Looking for a new start, he decided to move to California, where his spiritual quest continued. “I went to Buddhist meetings, but that was empty,” he said. “Chinese Buddhism was atheistic, Japanese Buddhism worshiped statues of Buddha, Zen Buddhism was too elusive. I went to Scientology meetings, but they were too manipulative and controlling. Hinduism believed in all these crazy orgies that the gods would have and in gods who were blue elephants. None of it made sense; none of it was satisfying.”

He even accompanied friends to meetings that had satanic undercurrents. “I would watch and think, Something is going on here, but it’s not good,” he said. “In the midst of my drug-crazed world, I told my friends I believed there’s a power of evil that’s beyond me, that can work in me, that exists as an entity. I had seen enough evil in my life to believe that.”
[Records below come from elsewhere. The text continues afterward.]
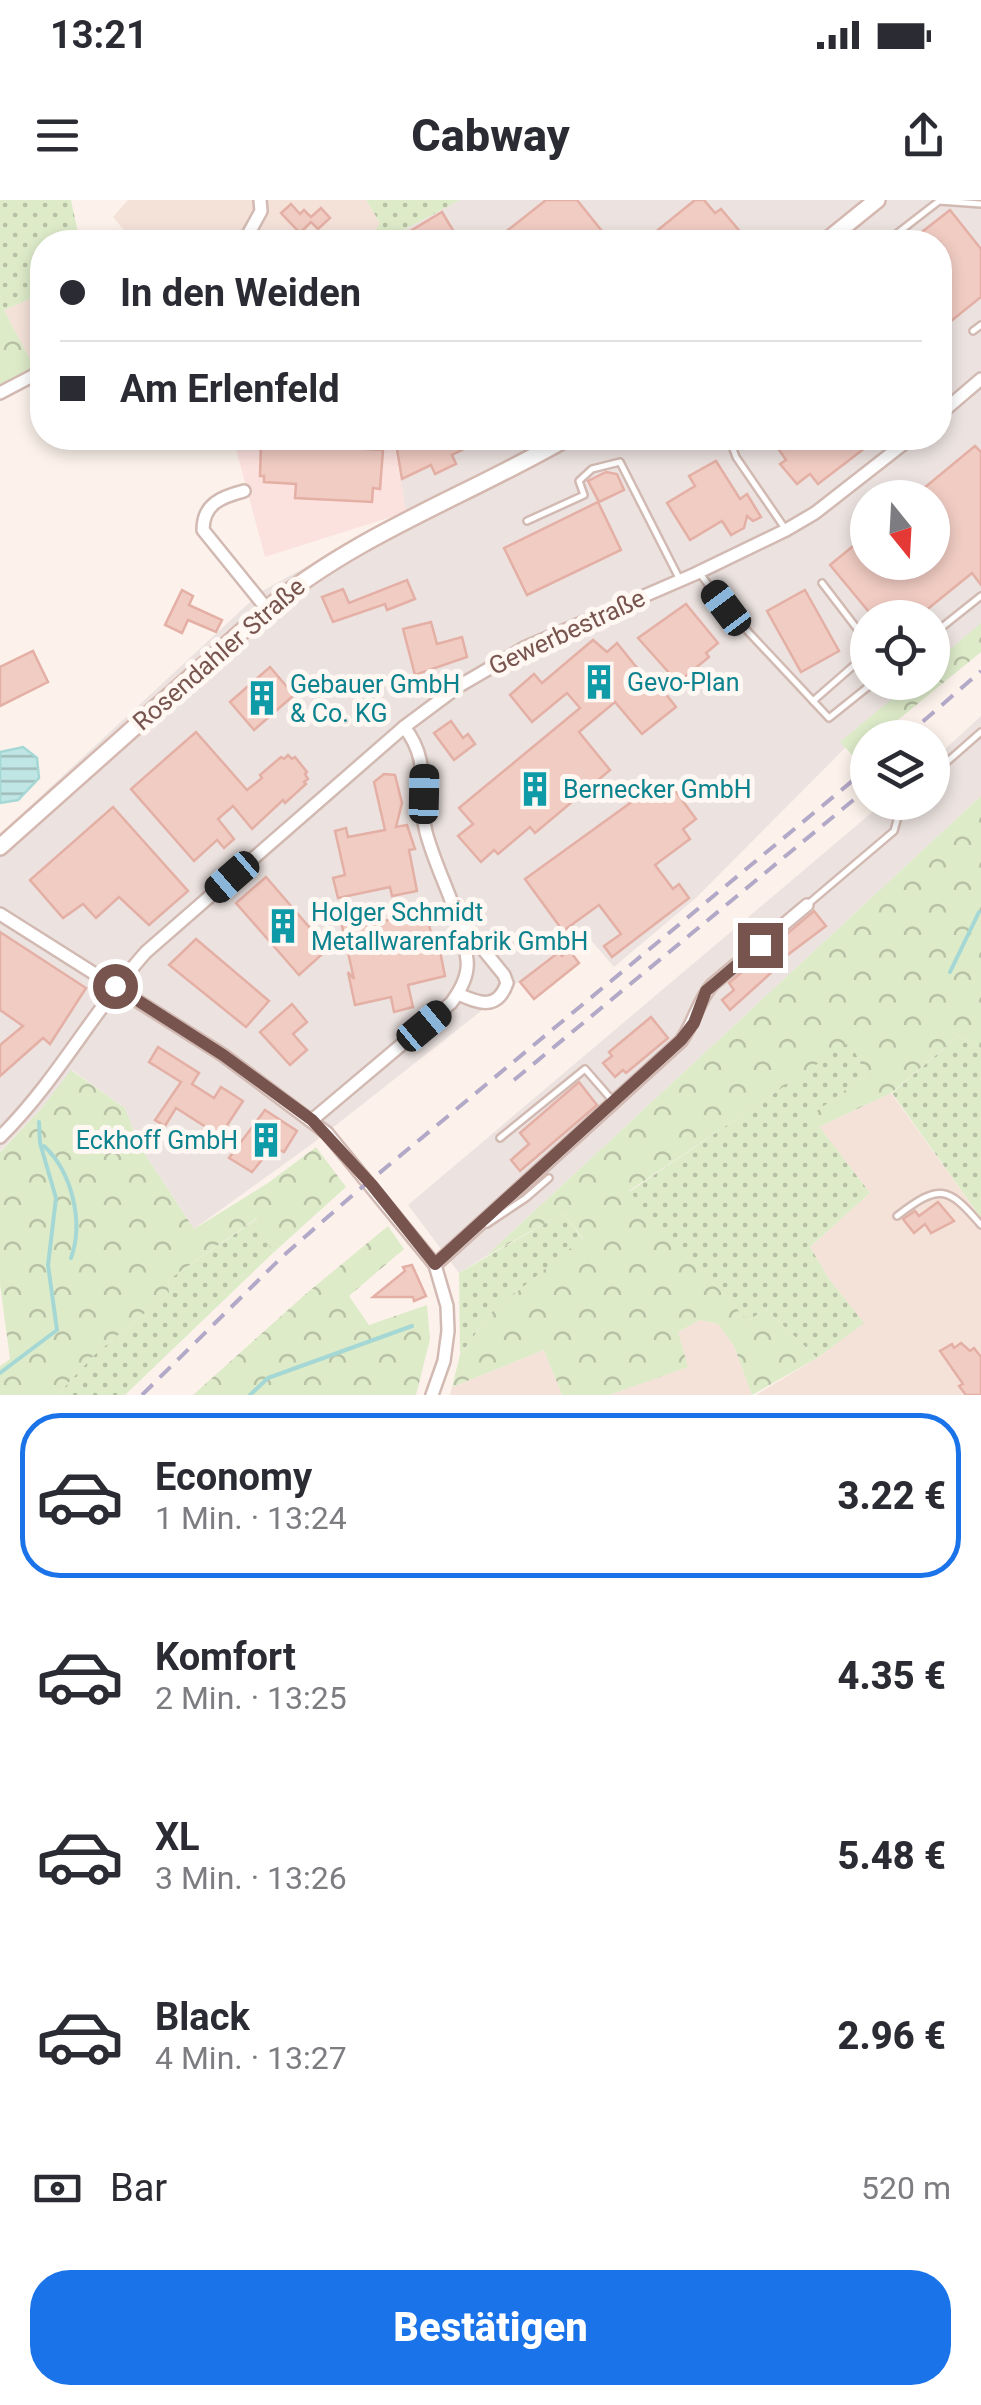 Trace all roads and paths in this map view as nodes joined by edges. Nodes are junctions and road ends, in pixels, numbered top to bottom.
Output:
1 (260, 200) edge
2 (878, 200) edge
3 (981, 204) edge
4 (252, 230) edge
5 (840, 230) edge
6 (902, 230) edge
7 (981, 325) edge
8 (973, 331) dead end
9 (30, 378) edge
10 (981, 380) edge
11 (0, 393) edge
12 (952, 404) edge
13 (544, 450) edge
14 (733, 450) edge
15 (895, 450) edge
16 (244, 491) dead end
17 (527, 520) dead end
18 (786, 530) junction
19 (700, 572) junction
20 (680, 580) junction
21 (822, 583) dead end
22 (981, 596) edge
23 (266, 609) junction
24 (850, 620) edge
25 (950, 621) edge
26 (850, 668) edge
27 (813, 700) junction
28 (852, 700) edge
29 (404, 727) junction
30 (981, 732) edge
31 (950, 759) edge
32 (897, 820) edge
33 (0, 847) edge
34 (807, 905) joint
35 (0, 914) edge
36 (456, 916) junction
37 (115, 986) junction
38 (458, 994) junction
39 (612, 1100) junction
40 (312, 1120) junction
41 (0, 1138) edge
42 (500, 1138) dead end
43 (549, 1178) dead end
44 (897, 1216) dead end
45 (479, 1224) junction
46 (981, 1225) edge
47 (435, 1264) junction
48 (432, 1395) edge

1 - 4 street
2 - 5 main road
3 - 6 lane
7 - 8 lane
9 - 11 street
10 - 12 street
13 - 23 main road, Rosendahler Straße
14 - 18 lane
15 - 18 street, Gewerbestraße
16 - 23 street
17 - 20 lane
18 - 19 street, Gewerbestraße
19 - 20 street, Gewerbestraße
19 - 27 lane
20 - 29 street, Gewerbestraße
21 - 24 lane
22 - 25 lane
23 - 33 main road, Rosendahler Straße
26 - 27 lane
27 - 28 lane
29 - 36 street
29 - 37 street, Gewerbestraße
30 - 31 lane
32 - 34 lane
34 - 39 street
35 - 37 street
36 - 38 street
36 - 38 street
37 - 40 street
37 - 41 street, Gewerbestraße
38 - 40 street
39 - 42 lane
39 - 45 street
40 - 47 street
43 - 45 lane
44 - 46 lane
45 - 47 street
47 - 48 street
He looked at me with an ironic smile. “I guess I accepted Satan’s existence,” he said, “before I accepted God’s.”


It was 1969. Lapides’ curiosity prompted him to visit Sunset Strip to gawk at an evangelist who had chained himself to an eight-foot cross to protest the way local tavern owners had managed to get him evicted from his store front ministry. There on the sidewalk Lapides encountered some Christians who engaged him in an impromptu spiritual debate.

A bit cocky, he started throwing Eastern philosophy at them. “There is no God out there,” he said, gesturing toward the heavens. “We’re God. I’m God. You’re God. You just have to realize it.”
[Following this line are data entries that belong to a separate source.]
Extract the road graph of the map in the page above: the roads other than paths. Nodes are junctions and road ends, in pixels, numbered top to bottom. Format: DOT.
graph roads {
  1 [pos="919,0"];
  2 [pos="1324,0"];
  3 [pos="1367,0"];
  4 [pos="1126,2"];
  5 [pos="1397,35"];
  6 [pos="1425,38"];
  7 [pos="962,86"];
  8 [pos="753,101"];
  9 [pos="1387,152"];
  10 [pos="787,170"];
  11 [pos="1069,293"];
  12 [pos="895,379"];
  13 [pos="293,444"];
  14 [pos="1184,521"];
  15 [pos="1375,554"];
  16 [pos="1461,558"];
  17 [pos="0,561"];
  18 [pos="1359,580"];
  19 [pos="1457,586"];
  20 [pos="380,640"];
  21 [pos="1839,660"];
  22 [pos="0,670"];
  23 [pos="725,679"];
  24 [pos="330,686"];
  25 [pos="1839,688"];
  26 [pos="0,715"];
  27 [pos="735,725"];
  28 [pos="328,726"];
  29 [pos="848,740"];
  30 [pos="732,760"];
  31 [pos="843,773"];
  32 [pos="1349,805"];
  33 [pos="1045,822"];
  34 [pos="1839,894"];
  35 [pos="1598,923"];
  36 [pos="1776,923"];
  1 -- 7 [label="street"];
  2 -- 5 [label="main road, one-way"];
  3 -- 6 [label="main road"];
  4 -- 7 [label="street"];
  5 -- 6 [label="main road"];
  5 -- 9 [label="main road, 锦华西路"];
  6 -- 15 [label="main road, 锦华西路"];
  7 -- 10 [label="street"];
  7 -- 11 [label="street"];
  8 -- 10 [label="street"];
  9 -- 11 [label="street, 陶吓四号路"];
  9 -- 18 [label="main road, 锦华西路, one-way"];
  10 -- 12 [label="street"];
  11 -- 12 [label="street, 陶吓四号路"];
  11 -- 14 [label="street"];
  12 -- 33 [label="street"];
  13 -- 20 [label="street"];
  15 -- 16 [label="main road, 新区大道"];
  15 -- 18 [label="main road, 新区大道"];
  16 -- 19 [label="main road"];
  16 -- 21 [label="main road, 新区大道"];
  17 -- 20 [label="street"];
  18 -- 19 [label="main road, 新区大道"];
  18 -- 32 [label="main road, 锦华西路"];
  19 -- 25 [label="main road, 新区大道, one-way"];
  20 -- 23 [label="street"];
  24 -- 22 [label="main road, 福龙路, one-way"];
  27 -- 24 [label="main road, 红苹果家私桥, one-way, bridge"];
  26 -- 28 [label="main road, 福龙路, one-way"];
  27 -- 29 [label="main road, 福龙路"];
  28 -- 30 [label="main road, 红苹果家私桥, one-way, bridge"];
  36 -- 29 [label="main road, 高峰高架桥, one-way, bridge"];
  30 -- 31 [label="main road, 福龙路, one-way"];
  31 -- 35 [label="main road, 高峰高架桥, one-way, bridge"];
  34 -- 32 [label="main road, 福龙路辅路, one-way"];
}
“Well, if you’re God, why don’t you create a rock?” one person replied. “Just make something appear. That’s what God does.”

In his drug-addled mind Lapides imagined he was holding a rock. “Yeah, well, here’s a rock,” he said, extending his empty hand.

The Christian scoffed. “That’s the difference between you and the true God,” he said. “When God creates something, everyone can see it. It’s objective, not subjective.”

That registered with Lapides. After thinking about it for a while, he said to himself if I find God, he’s got to be objective. I’m through with this Eastern philosophy that says it’s all in my mind and that I can create my own reality. God has to be an objective reality if he’s going to have any meaning beyond my own imagination.

When one of the Christians brought up the name of Jesus, Lapides tried to fend him off with his stock answer. “I’m Jewish,” he said. “I can’t believe in Jesus.”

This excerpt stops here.